(EXERCISE OBJECTIVE): Images are to be left out; everything else in the records gets copied exactly.

(DATASET RECORDS):
════════
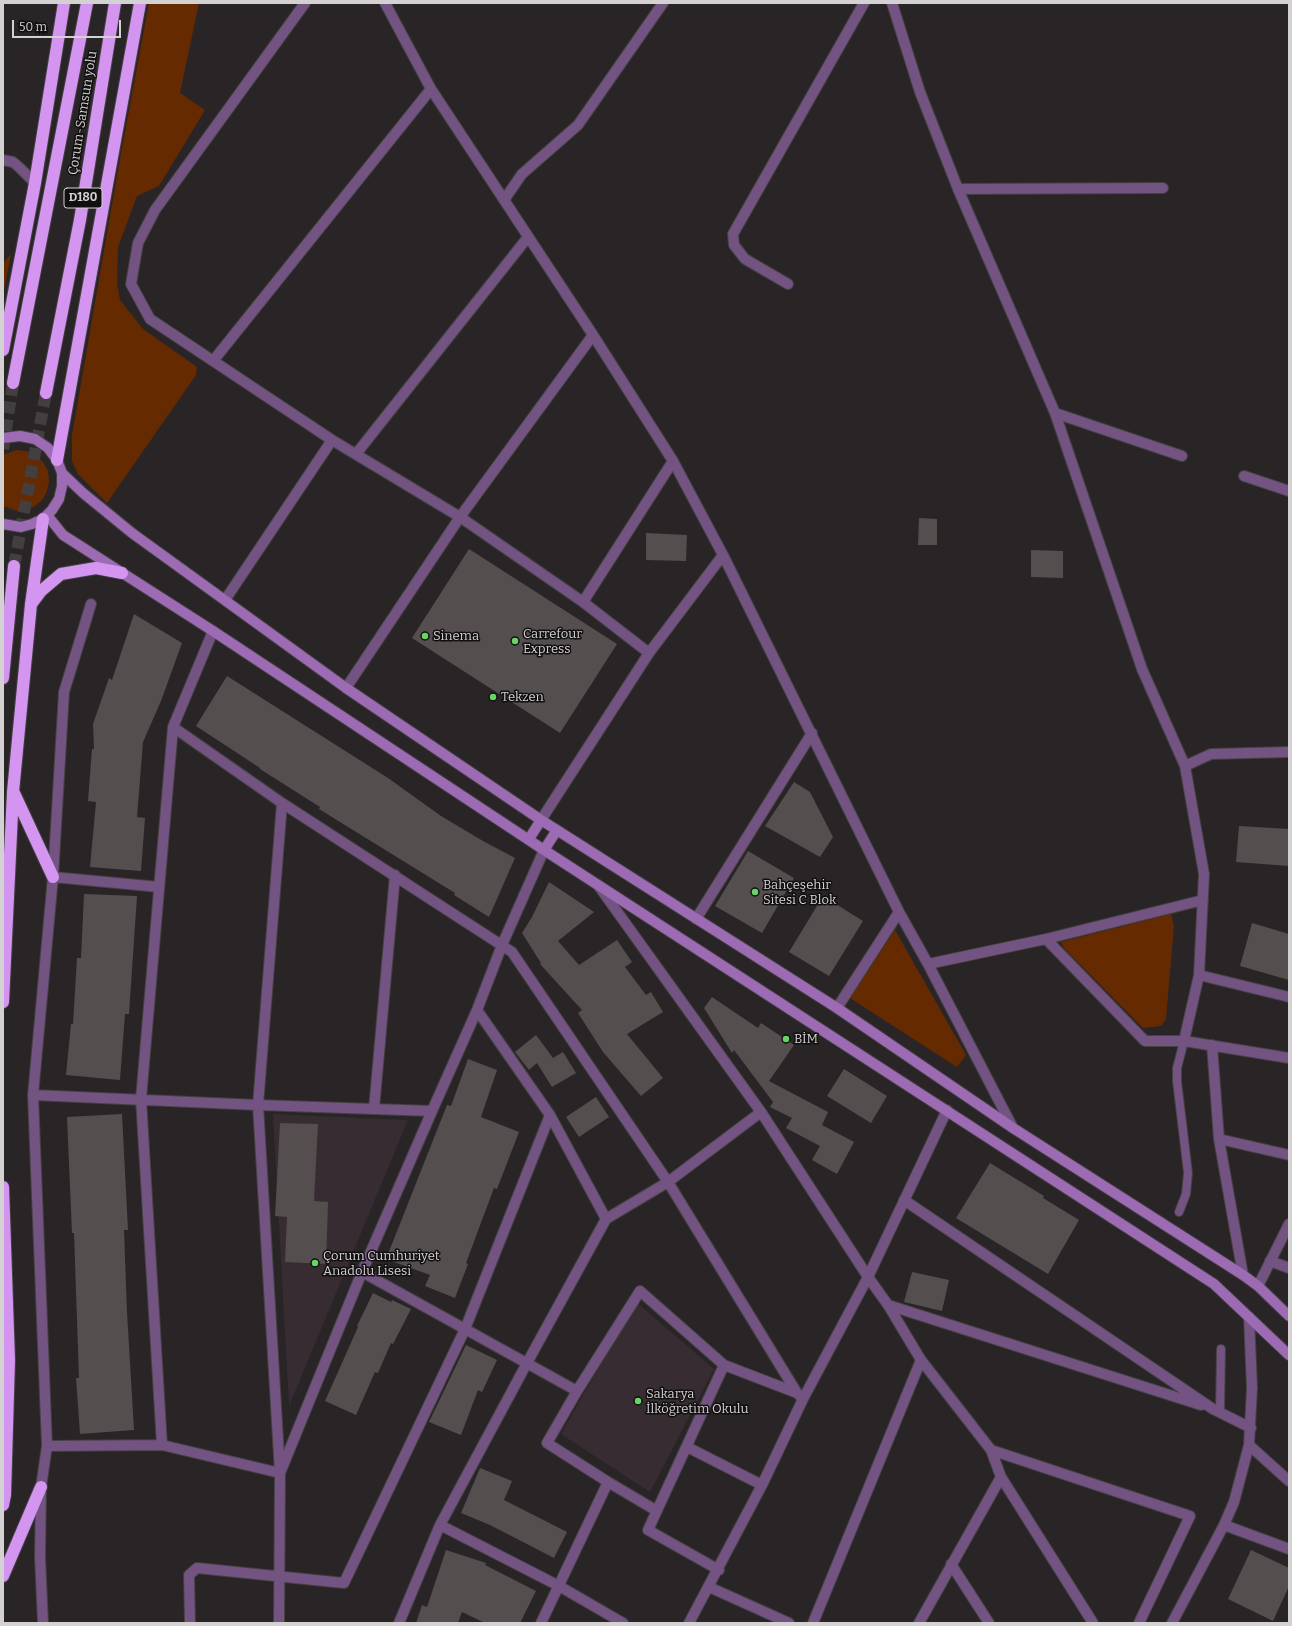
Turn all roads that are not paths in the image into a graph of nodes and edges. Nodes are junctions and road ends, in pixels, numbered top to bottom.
1 (64, 3) edge
2 (87, 3) edge
3 (115, 3) edge
4 (140, 3) edge
5 (305, 3) edge
6 (386, 3) edge
7 (663, 3) edge
8 (864, 3) edge
9 (892, 3) edge
10 (431, 89) junction
11 (3, 160) edge
12 (35, 183) junction
13 (1163, 188) dead end
14 (958, 189) junction
15 (504, 200) junction
16 (528, 238) junction
17 (788, 284) dead end
18 (593, 335) junction
19 (3, 350) edge
20 (213, 361) junction
21 (13, 383) tunnel mouth
22 (46, 393) tunnel mouth
23 (1055, 413) junction
24 (3, 438) edge
25 (332, 440) junction
26 (356, 454) junction
27 (1182, 456) dead end
28 (57, 460) junction
29 (673, 461) junction
30 (62, 473) junction
31 (1244, 476) dead end
32 (1289, 491) edge
33 (45, 517) junction
34 (460, 517) junction
35 (3, 524) edge
36 (723, 555) junction
37 (14, 566) tunnel mouth
38 (122, 573) junction
39 (225, 600) junction
40 (582, 602) junction
41 (31, 604) junction
42 (91, 604) dead end
43 (213, 631) junction
44 (649, 652) junction
45 (3, 678) edge
46 (346, 688) junction
47 (173, 727) junction
48 (812, 733) junction
49 (1289, 752) edge
50 (1185, 766) junction
51 (13, 792) junction
52 (282, 803) junction
53 (541, 820) junction
54 (557, 830) junction
55 (529, 839) junction
56 (544, 850) junction
57 (395, 875) junction
58 (53, 877) junction
59 (595, 881) junction
60 (159, 887) junction
61 (1203, 900) junction
62 (899, 912) junction
63 (696, 919) junction
64 (1046, 939) junction
65 (502, 945) junction
66 (928, 964) junction
67 (1199, 975) junction
68 (1289, 997) edge
69 (3, 1002) edge
70 (837, 1008) junction
71 (477, 1010) junction
72 (1184, 1041) junction
73 (1212, 1044) junction
74 (1289, 1058) edge
75 (33, 1095) junction
76 (141, 1099) junction
77 (258, 1106) junction
78 (374, 1109) junction
79 (947, 1110) junction
80 (432, 1111) junction
81 (760, 1112) junction
82 (550, 1115) junction
83 (1013, 1128) junction
84 (1219, 1139) junction
85 (1289, 1155) edge
86 (668, 1182) junction
87 (3, 1187) edge
88 (904, 1200) junction
89 (1180, 1212) dead end
90 (606, 1219) junction
91 (1289, 1224) edge
92 (1270, 1261) junction
93 (1289, 1268) edge
94 (362, 1272) junction
95 (1243, 1275) junction
96 (868, 1277) junction
97 (1258, 1286) junction
98 (888, 1305) junction
99 (1289, 1316) edge
100 (1249, 1317) junction
101 (465, 1329) junction
102 (1220, 1349) dead end
103 (1289, 1355) edge
104 (921, 1360) junction
105 (526, 1362) junction
106 (724, 1365) junction
107 (577, 1391) junction
108 (800, 1396) junction
109 (1216, 1411) junction
110 (1250, 1428) junction
111 (1249, 1444) junction
112 (162, 1445) junction
113 (47, 1446) junction
114 (687, 1447) junction
115 (991, 1450) junction
116 (280, 1473) junction
117 (1001, 1477) junction
118 (1289, 1481) edge
119 (608, 1482) junction
120 (762, 1485) junction
121 (41, 1486) junction
122 (3, 1505) edge
123 (657, 1511) junction
124 (440, 1525) junction
125 (1224, 1525) junction
126 (1289, 1549) edge
127 (951, 1564) junction
128 (719, 1570) junction
129 (3, 1576) edge
130 (279, 1576) junction
131 (559, 1586) junction
132 (709, 1587) junction
133 (43, 1623) edge
134 (190, 1623) edge
135 (279, 1623) edge
136 (399, 1623) edge
137 (541, 1623) edge
138 (623, 1623) edge
139 (690, 1623) edge
140 (789, 1623) edge
141 (813, 1623) edge
142 (919, 1623) edge
143 (989, 1623) edge
144 (1093, 1623) edge
145 (1139, 1623) edge
146 (1172, 1623) edge

1 - 12 highway
2 - 21 highway, Çorum-Samsun yolu
3 - 22 highway, Çorum-Samsun yolu / D180
4 - 28 highway
5 - 20 street
6 - 10 street
7 - 15 street
8 - 17 street
9 - 14 street
10 - 15 street
10 - 20 street
11 - 12 street
12 - 19 highway
13 - 14 street
14 - 23 street
15 - 16 street
16 - 18 street
16 - 26 street
18 - 29 street
18 - 34 street
20 - 25 street
23 - 27 street
23 - 50 street
24 - 28 main road
25 - 26 street
25 - 39 street
26 - 34 street
28 - 30 main road
29 - 36 street
29 - 40 street
30 - 33 main road
30 - 39 main road
31 - 32 street
33 - 35 main road
33 - 38 main road
33 - 41 highway
34 - 40 street
34 - 46 street
36 - 44 street
36 - 48 street
37 - 45 highway
38 - 41 highway
38 - 43 main road
39 - 46 main road
40 - 44 street
41 - 51 highway
42 - 58 street
43 - 47 street
43 - 55 main road
44 - 53 street
46 - 53 main road
47 - 52 street
47 - 60 street
48 - 62 street
48 - 63 street
49 - 50 street
50 - 61 street
51 - 58 highway
51 - 69 highway
52 - 57 street
52 - 77 street
53 - 54 main road
53 - 55 main road
54 - 56 main road
54 - 63 main road
55 - 56 main road
56 - 59 main road
56 - 65 street
57 - 65 street
57 - 78 street
58 - 60 street
58 - 75 street
59 - 79 main road
59 - 81 street
60 - 76 street
61 - 64 street
61 - 67 street
62 - 66 street
62 - 70 street
63 - 70 main road
64 - 66 street
64 - 72 street
65 - 71 street
65 - 86 street
66 - 83 street
67 - 68 street
67 - 72 street
70 - 83 main road
71 - 80 street
71 - 82 street
72 - 73 street
72 - 89 lane
73 - 74 street
73 - 84 street
75 - 76 street
75 - 113 street
76 - 77 street
76 - 112 street
77 - 78 street
77 - 116 street
78 - 80 street
79 - 88 street
79 - 100 main road
80 - 94 street
81 - 86 street
81 - 96 street
82 - 90 street
82 - 101 street
83 - 95 main road
84 - 85 street
84 - 95 street
86 - 90 street
86 - 108 street
87 - 122 highway
88 - 96 street
88 - 109 street
90 - 105 street
91 - 92 street
92 - 93 street
92 - 97 street
94 - 101 street
94 - 116 street
95 - 97 main road
96 - 98 street
96 - 108 street
97 - 99 main road
98 - 104 street
98 - 109 street
100 - 103 main road
100 - 110 street
101 - 105 street
101 - 130 street
102 - 109 lane
104 - 115 street
104 - 141 street
105 - 107 street
105 - 124 street
106 - 107 street
106 - 108 street
106 - 114 street
107 - 119 street
108 - 120 street
109 - 110 street
110 - 111 street
111 - 118 street
111 - 125 street
112 - 113 street
112 - 116 street
113 - 121 street
114 - 120 street
114 - 123 street
115 - 117 street
115 - 145 street
116 - 130 street
117 - 127 street
117 - 144 street
119 - 123 street
119 - 131 street
120 - 128 street
121 - 129 highway
121 - 133 street
123 - 128 street
124 - 131 street
124 - 136 street
125 - 126 street
125 - 146 street
127 - 142 street
127 - 143 street
128 - 132 street
130 - 134 street
130 - 135 street
131 - 137 street
131 - 138 street
132 - 139 street
132 - 140 street

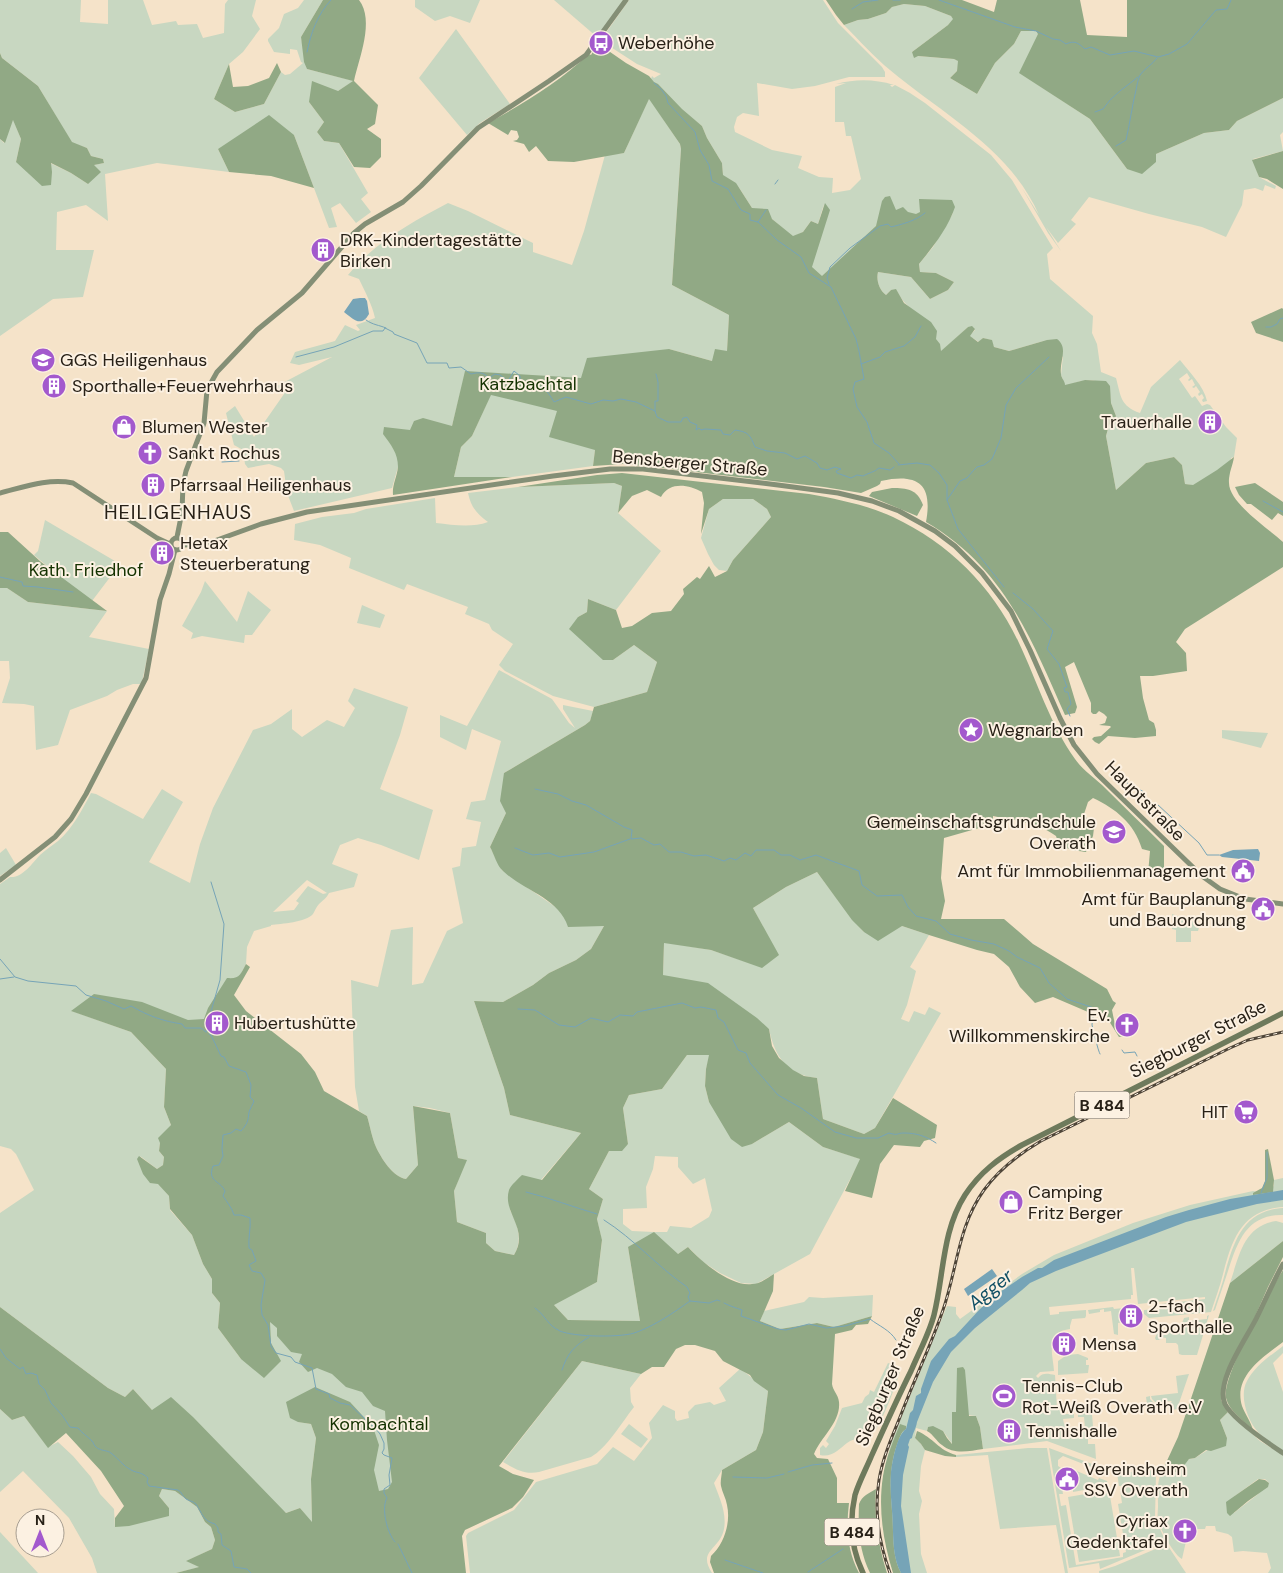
════════
(REPLY TO THE TASK):
Turn all roads that are not paths in the image into a graph of nodes and edges. Nodes are junctions and road ends, in pixels, numbered top to bottom.
1 (64, 3) edge
2 (87, 3) edge
3 (115, 3) edge
4 (140, 3) edge
5 (305, 3) edge
6 (386, 3) edge
7 (663, 3) edge
8 (864, 3) edge
9 (892, 3) edge
10 (431, 89) junction
11 (3, 160) edge
12 (35, 183) junction
13 (1163, 188) dead end
14 (958, 189) junction
15 (504, 200) junction
16 (528, 238) junction
17 (788, 284) dead end
18 (593, 335) junction
19 (3, 350) edge
20 (213, 361) junction
21 (13, 383) tunnel mouth
22 (46, 393) tunnel mouth
23 (1055, 413) junction
24 (3, 438) edge
25 (332, 440) junction
26 (356, 454) junction
27 (1182, 456) dead end
28 (57, 460) junction
29 (673, 461) junction
30 (62, 473) junction
31 (1244, 476) dead end
32 (1289, 491) edge
33 (45, 517) junction
34 (460, 517) junction
35 (3, 524) edge
36 (723, 555) junction
37 (14, 566) tunnel mouth
38 (122, 573) junction
39 (225, 600) junction
40 (582, 602) junction
41 (31, 604) junction
42 (91, 604) dead end
43 (213, 631) junction
44 (649, 652) junction
45 (3, 678) edge
46 (346, 688) junction
47 (173, 727) junction
48 (812, 733) junction
49 (1289, 752) edge
50 (1185, 766) junction
51 (13, 792) junction
52 (282, 803) junction
53 (541, 820) junction
54 (557, 830) junction
55 (529, 839) junction
56 (544, 850) junction
57 (395, 875) junction
58 (53, 877) junction
59 (595, 881) junction
60 (159, 887) junction
61 (1203, 900) junction
62 (899, 912) junction
63 (696, 919) junction
64 (1046, 939) junction
65 (502, 945) junction
66 (928, 964) junction
67 (1199, 975) junction
68 (1289, 997) edge
69 (3, 1002) edge
70 (837, 1008) junction
71 (477, 1010) junction
72 (1184, 1041) junction
73 (1212, 1044) junction
74 (1289, 1058) edge
75 (33, 1095) junction
76 (141, 1099) junction
77 (258, 1106) junction
78 (374, 1109) junction
79 (947, 1110) junction
80 (432, 1111) junction
81 (760, 1112) junction
82 (550, 1115) junction
83 (1013, 1128) junction
84 (1219, 1139) junction
85 (1289, 1155) edge
86 (668, 1182) junction
87 (3, 1187) edge
88 (904, 1200) junction
89 (1180, 1212) dead end
90 (606, 1219) junction
91 (1289, 1224) edge
92 (1270, 1261) junction
93 (1289, 1268) edge
94 (362, 1272) junction
95 (1243, 1275) junction
96 (868, 1277) junction
97 (1258, 1286) junction
98 (888, 1305) junction
99 (1289, 1316) edge
100 (1249, 1317) junction
101 (465, 1329) junction
102 (1220, 1349) dead end
103 (1289, 1355) edge
104 (921, 1360) junction
105 (526, 1362) junction
106 (724, 1365) junction
107 (577, 1391) junction
108 (800, 1396) junction
109 (1216, 1411) junction
110 (1250, 1428) junction
111 (1249, 1444) junction
112 (162, 1445) junction
113 (47, 1446) junction
114 (687, 1447) junction
115 (991, 1450) junction
116 (280, 1473) junction
117 (1001, 1477) junction
118 (1289, 1481) edge
119 (608, 1482) junction
120 (762, 1485) junction
121 (41, 1486) junction
122 (3, 1505) edge
123 (657, 1511) junction
124 (440, 1525) junction
125 (1224, 1525) junction
126 (1289, 1549) edge
127 (951, 1564) junction
128 (719, 1570) junction
129 (3, 1576) edge
130 (279, 1576) junction
131 (559, 1586) junction
132 (709, 1587) junction
133 (43, 1623) edge
134 (190, 1623) edge
135 (279, 1623) edge
136 (399, 1623) edge
137 (541, 1623) edge
138 (623, 1623) edge
139 (690, 1623) edge
140 (789, 1623) edge
141 (813, 1623) edge
142 (919, 1623) edge
143 (989, 1623) edge
144 (1093, 1623) edge
145 (1139, 1623) edge
146 (1172, 1623) edge

1 - 12 highway
2 - 21 highway, Çorum-Samsun yolu
3 - 22 highway, Çorum-Samsun yolu / D180
4 - 28 highway
5 - 20 street
6 - 10 street
7 - 15 street
8 - 17 street
9 - 14 street
10 - 15 street
10 - 20 street
11 - 12 street
12 - 19 highway
13 - 14 street
14 - 23 street
15 - 16 street
16 - 18 street
16 - 26 street
18 - 29 street
18 - 34 street
20 - 25 street
23 - 27 street
23 - 50 street
24 - 28 main road
25 - 26 street
25 - 39 street
26 - 34 street
28 - 30 main road
29 - 36 street
29 - 40 street
30 - 33 main road
30 - 39 main road
31 - 32 street
33 - 35 main road
33 - 38 main road
33 - 41 highway
34 - 40 street
34 - 46 street
36 - 44 street
36 - 48 street
37 - 45 highway
38 - 41 highway
38 - 43 main road
39 - 46 main road
40 - 44 street
41 - 51 highway
42 - 58 street
43 - 47 street
43 - 55 main road
44 - 53 street
46 - 53 main road
47 - 52 street
47 - 60 street
48 - 62 street
48 - 63 street
49 - 50 street
50 - 61 street
51 - 58 highway
51 - 69 highway
52 - 57 street
52 - 77 street
53 - 54 main road
53 - 55 main road
54 - 56 main road
54 - 63 main road
55 - 56 main road
56 - 59 main road
56 - 65 street
57 - 65 street
57 - 78 street
58 - 60 street
58 - 75 street
59 - 79 main road
59 - 81 street
60 - 76 street
61 - 64 street
61 - 67 street
62 - 66 street
62 - 70 street
63 - 70 main road
64 - 66 street
64 - 72 street
65 - 71 street
65 - 86 street
66 - 83 street
67 - 68 street
67 - 72 street
70 - 83 main road
71 - 80 street
71 - 82 street
72 - 73 street
72 - 89 lane
73 - 74 street
73 - 84 street
75 - 76 street
75 - 113 street
76 - 77 street
76 - 112 street
77 - 78 street
77 - 116 street
78 - 80 street
79 - 88 street
79 - 100 main road
80 - 94 street
81 - 86 street
81 - 96 street
82 - 90 street
82 - 101 street
83 - 95 main road
84 - 85 street
84 - 95 street
86 - 90 street
86 - 108 street
87 - 122 highway
88 - 96 street
88 - 109 street
90 - 105 street
91 - 92 street
92 - 93 street
92 - 97 street
94 - 101 street
94 - 116 street
95 - 97 main road
96 - 98 street
96 - 108 street
97 - 99 main road
98 - 104 street
98 - 109 street
100 - 103 main road
100 - 110 street
101 - 105 street
101 - 130 street
102 - 109 lane
104 - 115 street
104 - 141 street
105 - 107 street
105 - 124 street
106 - 107 street
106 - 108 street
106 - 114 street
107 - 119 street
108 - 120 street
109 - 110 street
110 - 111 street
111 - 118 street
111 - 125 street
112 - 113 street
112 - 116 street
113 - 121 street
114 - 120 street
114 - 123 street
115 - 117 street
115 - 145 street
116 - 130 street
117 - 127 street
117 - 144 street
119 - 123 street
119 - 131 street
120 - 128 street
121 - 129 highway
121 - 133 street
123 - 128 street
124 - 131 street
124 - 136 street
125 - 126 street
125 - 146 street
127 - 142 street
127 - 143 street
128 - 132 street
130 - 134 street
130 - 135 street
131 - 137 street
131 - 138 street
132 - 139 street
132 - 140 street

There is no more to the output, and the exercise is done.